Es folgte ein Exportverbot gegenüber Sig Sauer, durch das das Unternehmen in große finanzielle Schwierigkeiten geriet. Nun scheint zumindest im deutschen Teil dieser Firma mit der Produktion militärischer Schusswaffen Schluss zu sein. Sportwaffen werden in Eckernförde weiterhin produziert.

Jedoch gibt es Kooperationsfirmen von SIG Sauer: In Isny (Baden-Württemberg) gibt es die Firma J.P. Sauer & Sohn GmbH und im schweizerischen Neuhausen die Firma SAN SWISS ARMS AG. In den USA, in Newington im Bundesstaat New Hampshire, werden unter dem Namen SIG Sauer Inc. ebenfalls Waffen dieser Firma hergestellt. Dorthin wird wahrscheinlich ein Teil der Rüstungsproduktion verlagert, sichere Informationen darüber liegen noch nicht vor. Offen ist ebenfalls, ob die Staatsanwaltschaft Kiel Anklage gegen führende Rüstungsmanager von SIG Sauer erheben wird, und wenn ja, wann das geschehen wird.

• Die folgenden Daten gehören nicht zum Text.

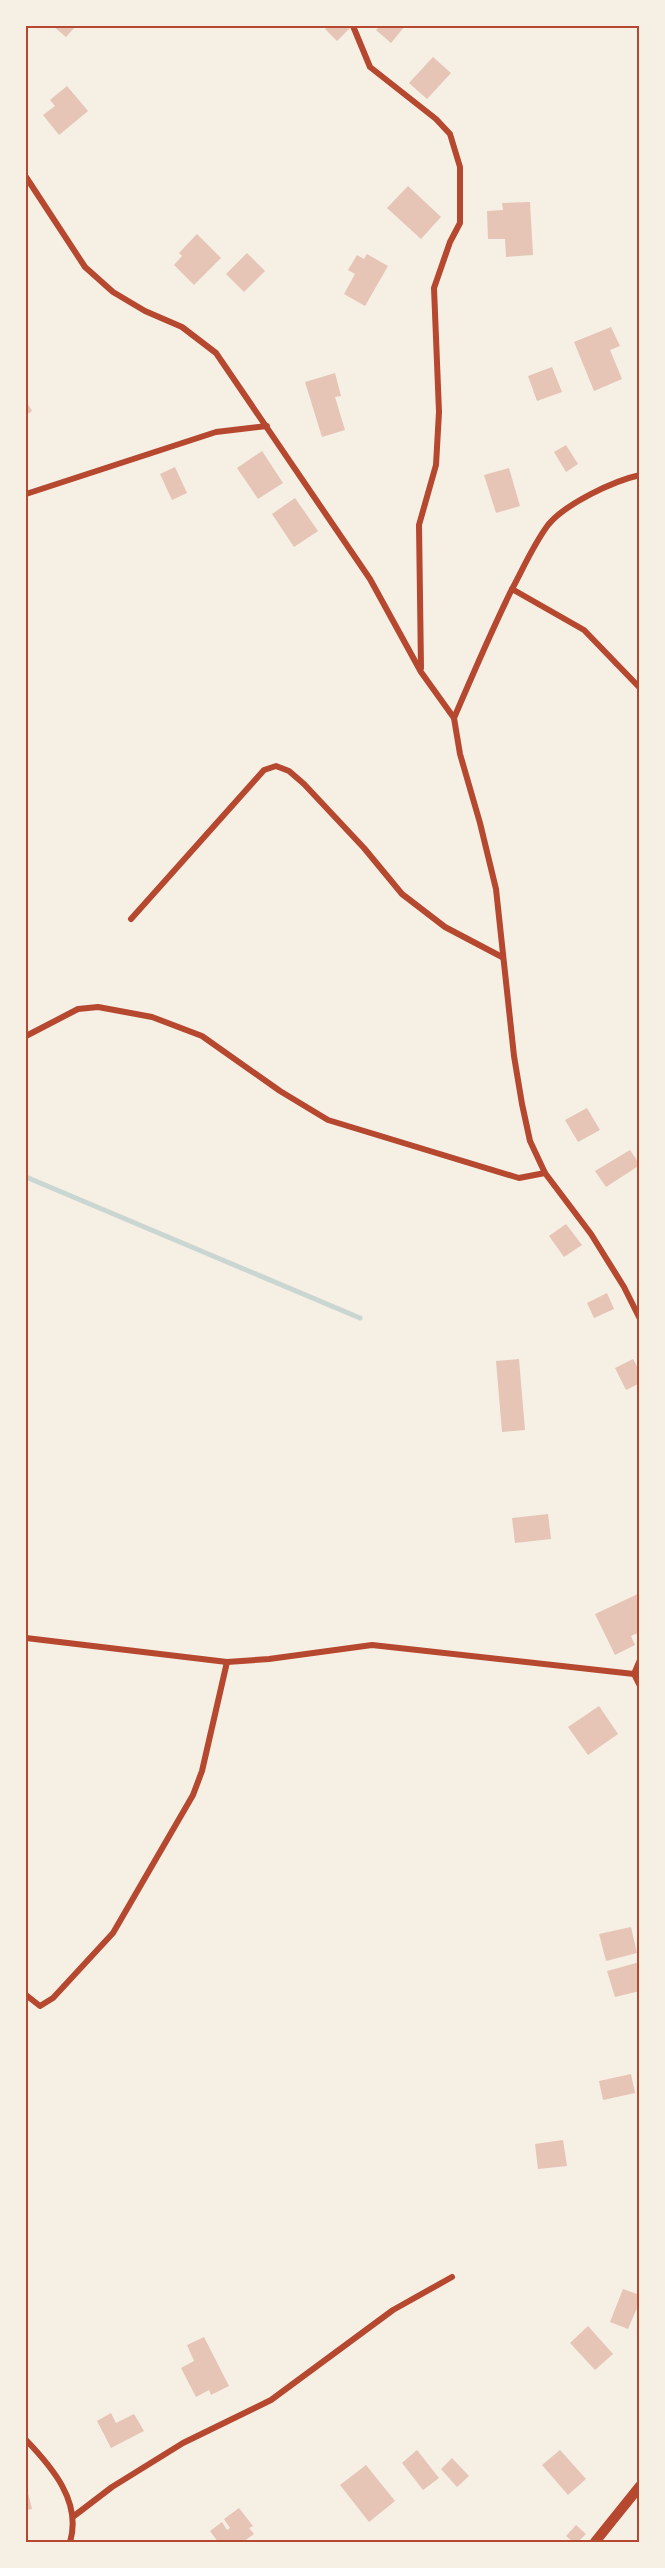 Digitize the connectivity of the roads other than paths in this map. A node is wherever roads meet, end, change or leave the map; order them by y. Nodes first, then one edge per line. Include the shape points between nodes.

Jürgen Grässlin kommentiert die Vorgänge bei SIG Sauer folgendermaßen: „Den anderen Kleinwaffenproduzenten Carl Walter und Heckler & Koch, gegen die gleichsam Strafanzeigen unsererseits (CW) und meinerseits (H&K) anhängig sind, sollte das Schicksal von Sig Sauer zu denken geben. Ein Malheur wie bei Sig Sauer mit dem Verlust zahlreicher Arbeitsplätze kann verhindert werden, wenn der Prozess der Rüstungskonversion, der Umstellung auf eine sinnvolle zivile Fertigung, rechtzeitig eingeleitet wird.“

Bleibt zu hoffen, dass die Beendigung der Kriegswaffenproduktion und die Exporte solcher Waffen durch alle Firmen dieser Gruppe tatsächlich beendet wird – auch der Sportwaffen, deren Technik mitunter sehr gut zur militärischen Nutzung geeignet ist.

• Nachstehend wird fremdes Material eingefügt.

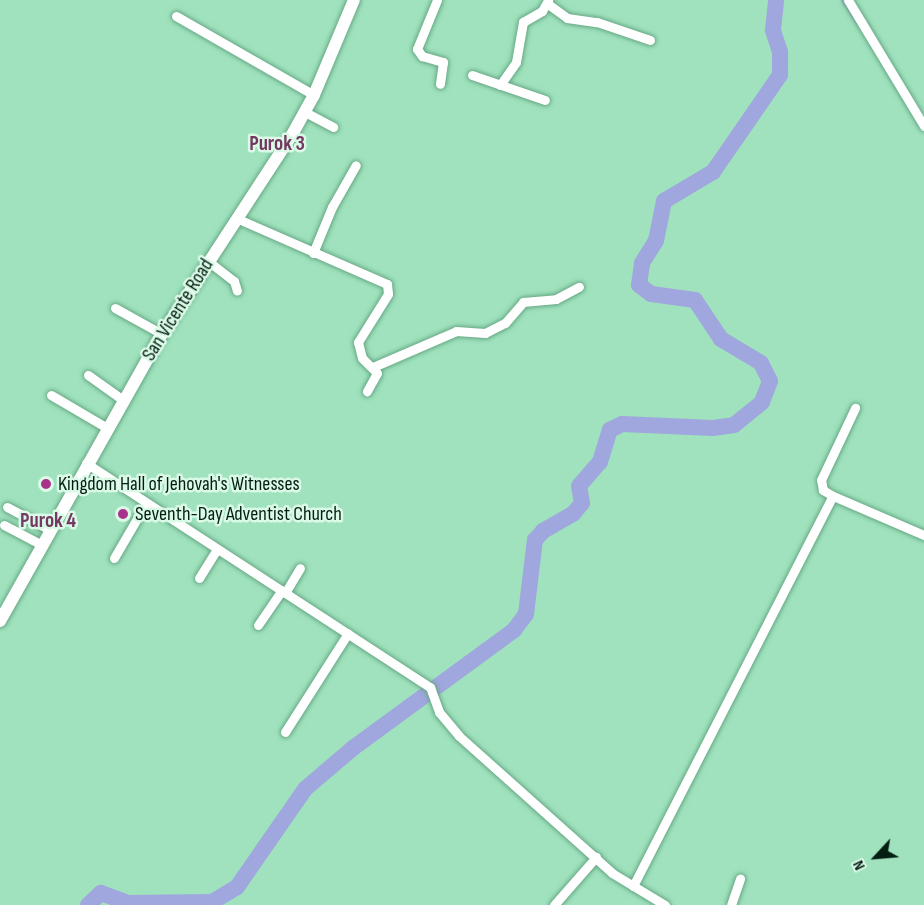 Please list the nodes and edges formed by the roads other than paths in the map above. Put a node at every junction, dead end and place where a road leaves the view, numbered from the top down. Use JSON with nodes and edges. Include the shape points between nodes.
{"nodes":[{"id":1,"x":354,"y":0,"type":"edge"},
{"id":2,"x":437,"y":0,"type":"edge"},
{"id":3,"x":848,"y":0,"type":"edge"},
{"id":4,"x":548,"y":2,"type":"edge"},
{"id":5,"x":176,"y":16,"type":"dead end"},
{"id":6,"x":650,"y":40,"type":"dead end"},
{"id":7,"x":472,"y":75,"type":"dead end"},
{"id":8,"x":440,"y":84,"type":"dead end"},
{"id":9,"x":500,"y":85,"type":"junction"},
{"id":10,"x":314,"y":95,"type":"junction"},
{"id":11,"x":545,"y":100,"type":"dead end"},
{"id":12,"x":304,"y":112,"type":"junction"},
{"id":13,"x":924,"y":126,"type":"edge"},
{"id":14,"x":333,"y":127,"type":"dead end"},
{"id":15,"x":356,"y":165,"type":"dead end"},
{"id":16,"x":236,"y":218,"type":"junction"},
{"id":17,"x":314,"y":253,"type":"junction"},
{"id":18,"x":208,"y":261,"type":"junction"},
{"id":19,"x":579,"y":287,"type":"dead end"},
{"id":20,"x":237,"y":291,"type":"dead end"},
{"id":21,"x":115,"y":308,"type":"dead end"},
{"id":22,"x":162,"y":334,"type":"junction"},
{"id":23,"x":373,"y":367,"type":"junction"},
{"id":24,"x":88,"y":375,"type":"dead end"},
{"id":25,"x":367,"y":391,"type":"dead end"},
{"id":26,"x":51,"y":395,"type":"dead end"},
{"id":27,"x":123,"y":400,"type":"junction"},
{"id":28,"x":855,"y":408,"type":"dead end"},
{"id":29,"x":106,"y":428,"type":"junction"},
{"id":30,"x":86,"y":463,"type":"junction"},
{"id":31,"x":833,"y":496,"type":"junction"},
{"id":32,"x":146,"y":503,"type":"junction"},
{"id":33,"x":7,"y":507,"type":"dead end"},
{"id":34,"x":4,"y":525,"type":"dead end"},
{"id":35,"x":50,"y":530,"type":"junction"},
{"id":36,"x":924,"y":535,"type":"edge"},
{"id":37,"x":42,"y":545,"type":"junction"},
{"id":38,"x":217,"y":549,"type":"junction"},
{"id":39,"x":114,"y":558,"type":"dead end"},
{"id":40,"x":300,"y":568,"type":"dead end"},
{"id":41,"x":199,"y":578,"type":"dead end"},
{"id":42,"x":283,"y":591,"type":"junction"},
{"id":43,"x":4,"y":603,"type":"edge"},
{"id":44,"x":0,"y":621,"type":"edge"},
{"id":45,"x":258,"y":625,"type":"dead end"},
{"id":46,"x":348,"y":633,"type":"junction"},
{"id":47,"x":285,"y":732,"type":"dead end"},
{"id":48,"x":596,"y":857,"type":"junction"},
{"id":49,"x":740,"y":879,"type":"dead end"},
{"id":50,"x":633,"y":886,"type":"junction"},
{"id":51,"x":554,"y":905,"type":"edge"},
{"id":52,"x":665,"y":905,"type":"edge"},
{"id":53,"x":731,"y":905,"type":"edge"}],
"edges":[{"from":1,"to":10,"type":"street","name":"San Vicente Road"},
{"from":2,"to":8,"type":"street","via":[[417,49],[422,56],[443,62]]},
{"from":3,"to":13,"type":"street"},
{"from":4,"to":6,"type":"street","via":[[567,18],[597,22]]},
{"from":4,"to":9,"type":"street","via":[[523,22],[516,62]]},
{"from":5,"to":10,"type":"street"},
{"from":7,"to":9,"type":"street"},
{"from":9,"to":11,"type":"street"},
{"from":10,"to":12,"type":"street","name":"San Vicente Road"},
{"from":12,"to":14,"type":"street"},
{"from":12,"to":16,"type":"street","name":"San Vicente Road"},
{"from":15,"to":17,"type":"street","via":[[332,207]]},
{"from":16,"to":17,"type":"street"},
{"from":16,"to":18,"type":"street","name":"San Vicente Road"},
{"from":17,"to":23,"type":"street","via":[[387,284],[388,294],[358,342],[362,358]]},
{"from":18,"to":20,"type":"street","via":[[234,281]]},
{"from":18,"to":22,"type":"street","name":"San Vicente Road"},
{"from":19,"to":23,"type":"street","via":[[556,299],[523,302],[505,322],[485,333],[456,331]]},
{"from":21,"to":22,"type":"street"},
{"from":22,"to":27,"type":"street","name":"San Vicente Road"},
{"from":23,"to":25,"type":"street","via":[[377,377]]},
{"from":24,"to":27,"type":"street"},
{"from":26,"to":29,"type":"street"},
{"from":27,"to":29,"type":"street","name":"San Vicente Road"},
{"from":28,"to":31,"type":"street","via":[[821,480],[823,490]]},
{"from":29,"to":30,"type":"street","name":"San Vicente Road"},
{"from":30,"to":32,"type":"street"},
{"from":30,"to":35,"type":"street","name":"San Vicente Road"},
{"from":31,"to":36,"type":"street"},
{"from":31,"to":50,"type":"street"},
{"from":32,"to":38,"type":"street"},
{"from":32,"to":39,"type":"street"},
{"from":33,"to":35,"type":"street"},
{"from":34,"to":37,"type":"street"},
{"from":35,"to":37,"type":"street","name":"San Vicente Road"},
{"from":37,"to":43,"type":"street","name":"San Vicente Road"},
{"from":38,"to":41,"type":"street"},
{"from":38,"to":42,"type":"street"},
{"from":40,"to":42,"type":"street"},
{"from":42,"to":45,"type":"street"},
{"from":42,"to":46,"type":"street"},
{"from":43,"to":44,"type":"street","name":"San Vicente Road"},
{"from":46,"to":47,"type":"street"},
{"from":46,"to":48,"type":"street","via":[[430,687],[439,712],[459,736]]},
{"from":48,"to":50,"type":"street"},
{"from":48,"to":51,"type":"street"},
{"from":49,"to":53,"type":"street"},
{"from":50,"to":52,"type":"street"}]}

Die Eckernförder Zeitung, die Rhein-Neckar-Zeitung, die ARD und auch die Südeutsche Zeitung berichteten.

BITS: neuartige Datenbank zu Rüstungsexporten

Das Berliner Informationszentrum für Transatlantische Sicherheit (BITS) hat eine Datenbank zu den von deutschen Firmen getätigten Rüstungsexporten vorgestellt. Dieses Internetportal mit der eingängigen Adresse www.ruestungsexport-info.de soll die geplanten, laufenden und abgeschlossenen deutschen Rüstungsexportgeschäfte der letzten beiden Jahrzehnte erfassen und öffentlich frei zugänglich machen. Die Datenbank basiert, so Christopher Steinmetz von BITS, auf einer kontinuierlichen Auswertung von Informationen aus dem Bundestag, der Rüstungsindustrie sowie den Fachzeitschriften und -portalen. Weiter heißt es in der Ankündigung, gerade die (High-Tech-)Rüstungskomponenten und der Technologietransfer würden selten thematisiert, obwohl sie einen Großteil des deutschen Rüstungshandels ausmachten. Ergänzt, so Steinmetz, werde die Datenbank um weiterführende Hintergrundinformationen und Dokumentationen zu Aspekten deutscher Rüstungsexportpolitik, z.B. rechtliche Grundlagen, Exportstatistiken sowie Positionen verschiedener gesellschaftlicher Akteure. Anregungen und Feedback seien herzlich willkommen. Aus unserer Sicht des Kleinwaffen-Newsletters gilt es aber vor allem, den Beteiligten zu danken für die viele Arbeit, die hinter einem solchen Projekt steht, und für die Informationen, die daraus zu entnehmen sind. Wir wünschen weiter gutes Gelingen!